Il y a quelques mois, l’annonce de la séparation du formidable trio Antipop Consortium laissait présager trois fois plus de bons disques, donc trois fois plus de bonheur. Première giclée, ce premier opus solo de Beans nous fait malheureusement déchanter, et nous poser une grande question : et si APC était avant tout une fragile alchimie ? Non pas que ce Tomorrow right now soit foncièrement mauvais, loin de là, mais force est d’avouer qu’il est, malgré ses moments de bravoure, étouffant, épuisant, bref, pas très fun. La force du trio tenait effectivement, on s’en rend compte en écoutant les quatorze incartades un peu hermétiques de l’album, d’une parfaite équation entre ses composantes expérimentales et une force de frappe monumentale, conquérante et irrésistiblement groove. C’est ce dernier élément qui manque aux recettes de Beans, dont l’univers apparaît ici irrémédiablement clôt, monomaniaque, abscons.
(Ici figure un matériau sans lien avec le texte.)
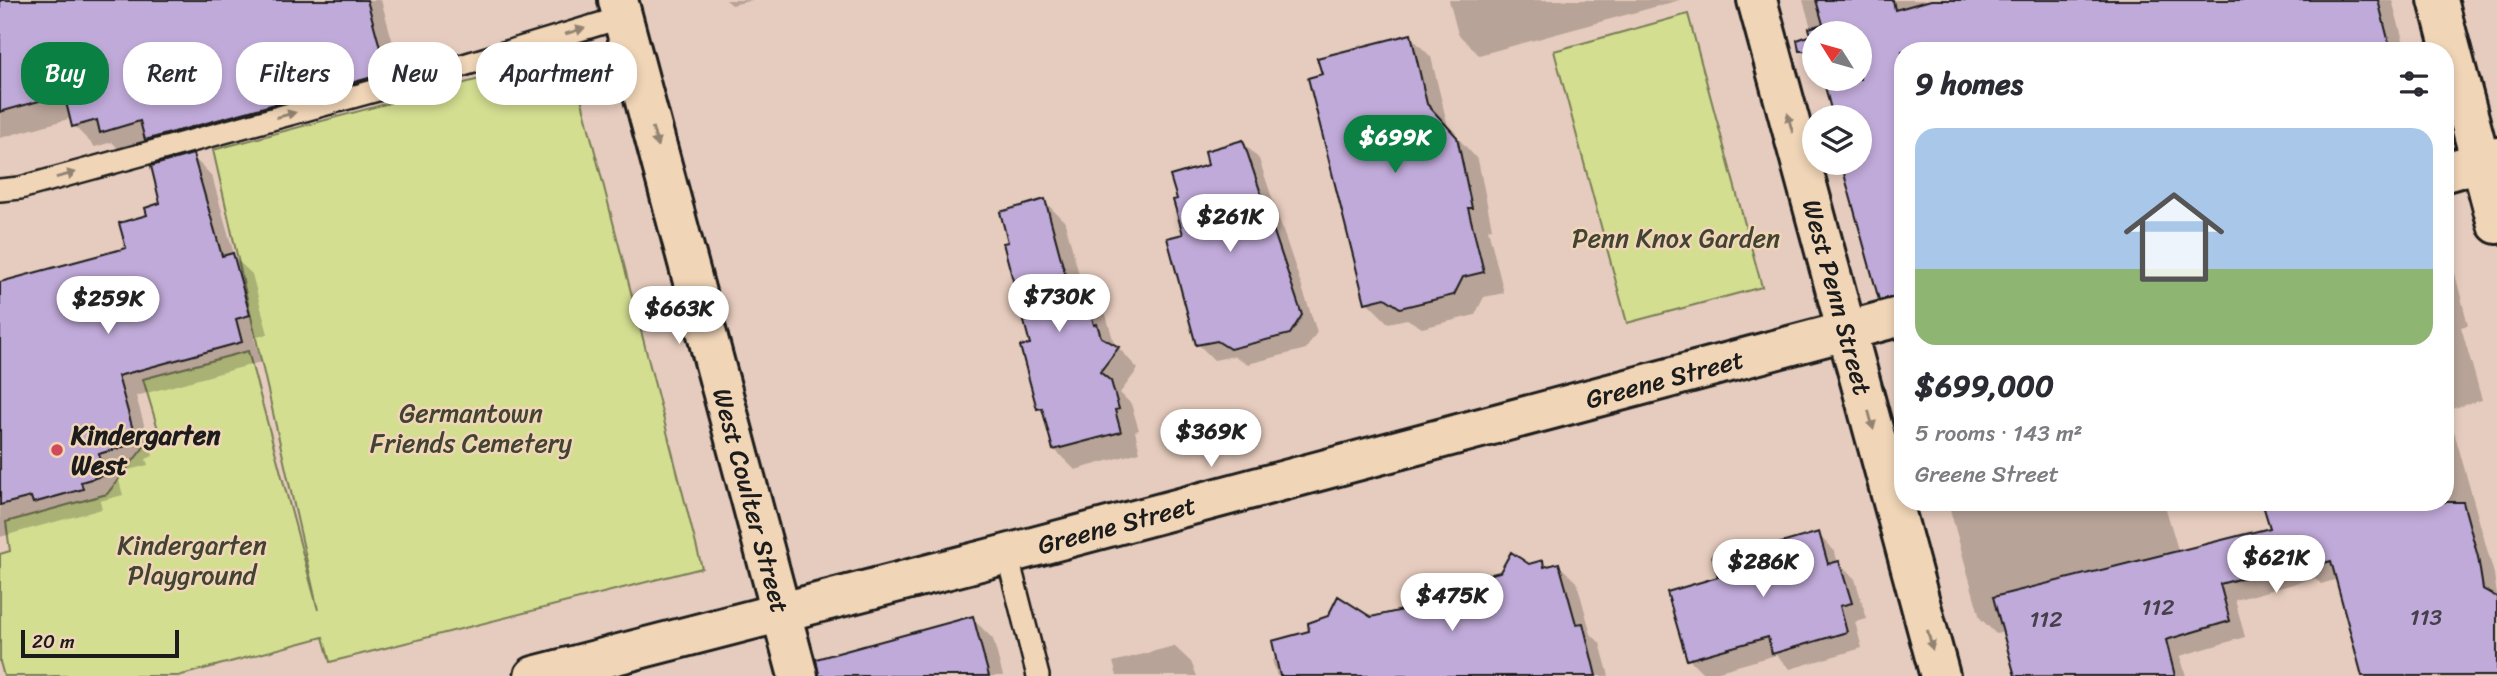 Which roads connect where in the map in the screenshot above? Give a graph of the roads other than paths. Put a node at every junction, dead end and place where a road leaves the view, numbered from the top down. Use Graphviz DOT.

On retrouve pourtant avec plaisir son flot fabuleux, taciturne et sombre, virtuose et bavard. On retrouve aussi son écriture habile, plaine de bruit, de profusion, de traversées, de décalages et de rapports linguistiques non ou mal identifiés. Beans est peut être le Mc le plus ébouriffant de feu APC, et bon dieu, ça s’entend ici, dans tous les recoins. C’est au niveau instrumental, bêtement, que ça coince : le Mc/producteur a beau faire tourner ses patterns de beatboxes et de basslines dans tous les sens de leur fonction random, il ne sublime jamais de transcendance musicale. Ca ne respire pas, ça ne tourne pas, c’est robotique, froid, ennuyeux, comme beaucoup trop d’injonctions modernistes mal bouchées. Beans en arrive même à bousiller ses aventures rapologiques, à les étouffer sous le n’importe quoi industriel de ses machines (c’est flagrant sur les très laids Mearle et Sickle cell gysteria).
Si ce disque s’appelle un peu prétentieusement Tomorrow right now, on a surtout l’impression qu’il va un peu nulle part. La glace ne fond jamais, le groove ne s’enclenche pas, et on reste dubitatif devant cette musique hybride dont on sait qu’elle ne mènera probablement nulle part et restera morte née, quand les disques d’APC laissait présager un futur radieux à un certain type de hip-hop libertaire. « Too many Mcs and not enough listeners », se plaint Beans sur le tour de force a capella Crave : malheureusement pour lui, ce n’est pas avec cet album qu’il risque d’en réunir plus autour de son art difficile, autrefois intransigeant, ici trop renfermé sur lui-même pour laisser à l’auditeur la possibilité de s’y faire une place.